■ **WORK REQUEST**: Exactly repeat all the records below, omitting the images they hold.

Collection entries
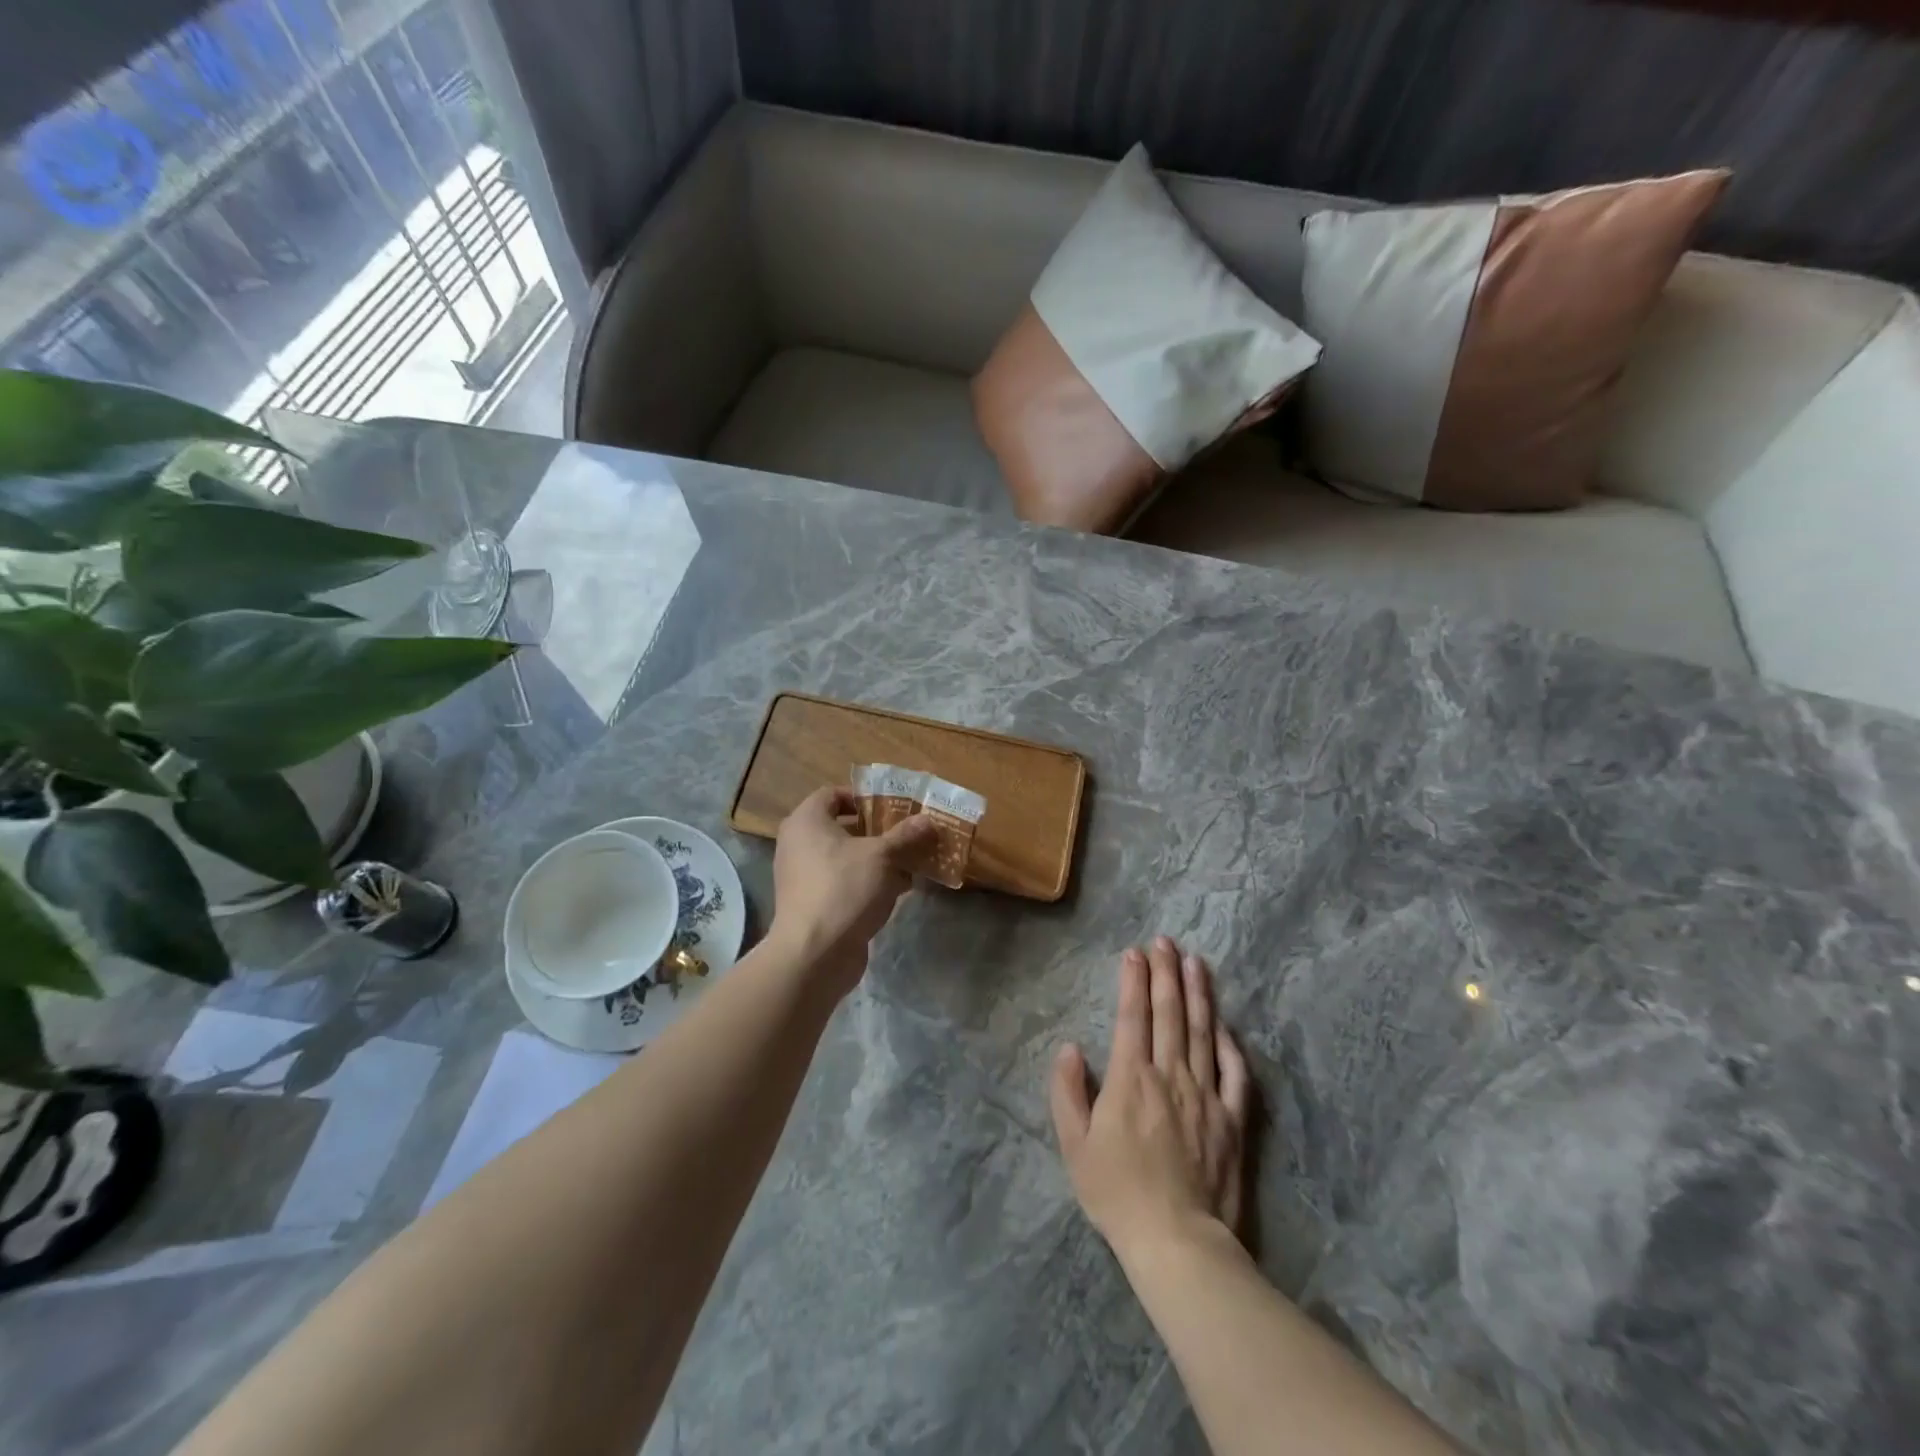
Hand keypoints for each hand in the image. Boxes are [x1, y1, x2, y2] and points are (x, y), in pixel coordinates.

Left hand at [769, 787, 935, 996]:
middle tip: (909, 834)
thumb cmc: (844, 889)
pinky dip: (869, 883)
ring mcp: (804, 877)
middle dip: (879, 832)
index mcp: (807, 821)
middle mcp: (799, 844)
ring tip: (912, 862)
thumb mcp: (883, 856)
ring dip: (879, 860)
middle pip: (843, 827)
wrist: (814, 954)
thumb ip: (906, 835)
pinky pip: (845, 883)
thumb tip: (928, 820)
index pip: (833, 794)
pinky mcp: (814, 904)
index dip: (864, 797)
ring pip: (847, 858)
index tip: (893, 807)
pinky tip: (899, 891)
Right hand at [1050, 937, 1251, 1261]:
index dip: (1133, 980)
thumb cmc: (1118, 1192)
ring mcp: (1206, 1095)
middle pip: (1169, 1013)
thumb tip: (1069, 1047)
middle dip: (1166, 972)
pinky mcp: (1232, 1120)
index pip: (1132, 1016)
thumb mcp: (1074, 1145)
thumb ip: (1067, 1092)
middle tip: (1166, 941)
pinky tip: (1224, 1024)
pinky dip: (1229, 1044)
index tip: (1134, 952)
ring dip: (1198, 993)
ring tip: (1196, 962)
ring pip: (1202, 1032)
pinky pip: (1234, 1073)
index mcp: (1131, 1078)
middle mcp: (1170, 1075)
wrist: (1178, 1241)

■ **THE COMPLETED TASK**:
Hand keypoints for each hand in the image. Boxes are [x1, y1, x2, y2] and points are (x, y), in pixel coordinates.

Left hand at [769, 787, 935, 996]:
middle tip: (909, 834)
thumb cmc: (844, 889)
pinky dip: (869, 883)
ring mcp: (804, 877)
middle dip: (879, 832)
index mcp: (807, 821)
middle mcp: (799, 844)
ring tip: (912, 862)
thumb mcp: (883, 856)
ring dip: (879, 860)
middle pip: (843, 827)
wrist: (814, 954)
thumb ip: (906, 835)
pinky pip: (845, 883)
thumb tip: (928, 820)
index pip: (833, 794)
pinky mcp: (814, 904)
index dip: (864, 797)
ring pip: (847, 858)
index tip: (893, 807)
pinky tip: (899, 891)
Right hand at [1050, 937, 1251, 1261]:
index dip: (1133, 980)
thumb cmc: (1118, 1192)
ring mcp: (1206, 1095)
middle pip: (1169, 1013)
thumb tip: (1069, 1047)
middle dip: (1166, 972)
pinky mcp: (1232, 1120)
index pip: (1132, 1016)
thumb mcp: (1074, 1145)
thumb ip: (1067, 1092)
middle tip: (1166, 941)
pinky tip: (1224, 1024)
pinky dip: (1229, 1044)
index tip: (1134, 952)
ring dip: (1198, 993)
ring tip: (1196, 962)
ring pip: (1202, 1032)
pinky pip: (1234, 1073)
index mcp: (1131, 1078)
middle mcp: (1170, 1075)
wrist: (1178, 1241)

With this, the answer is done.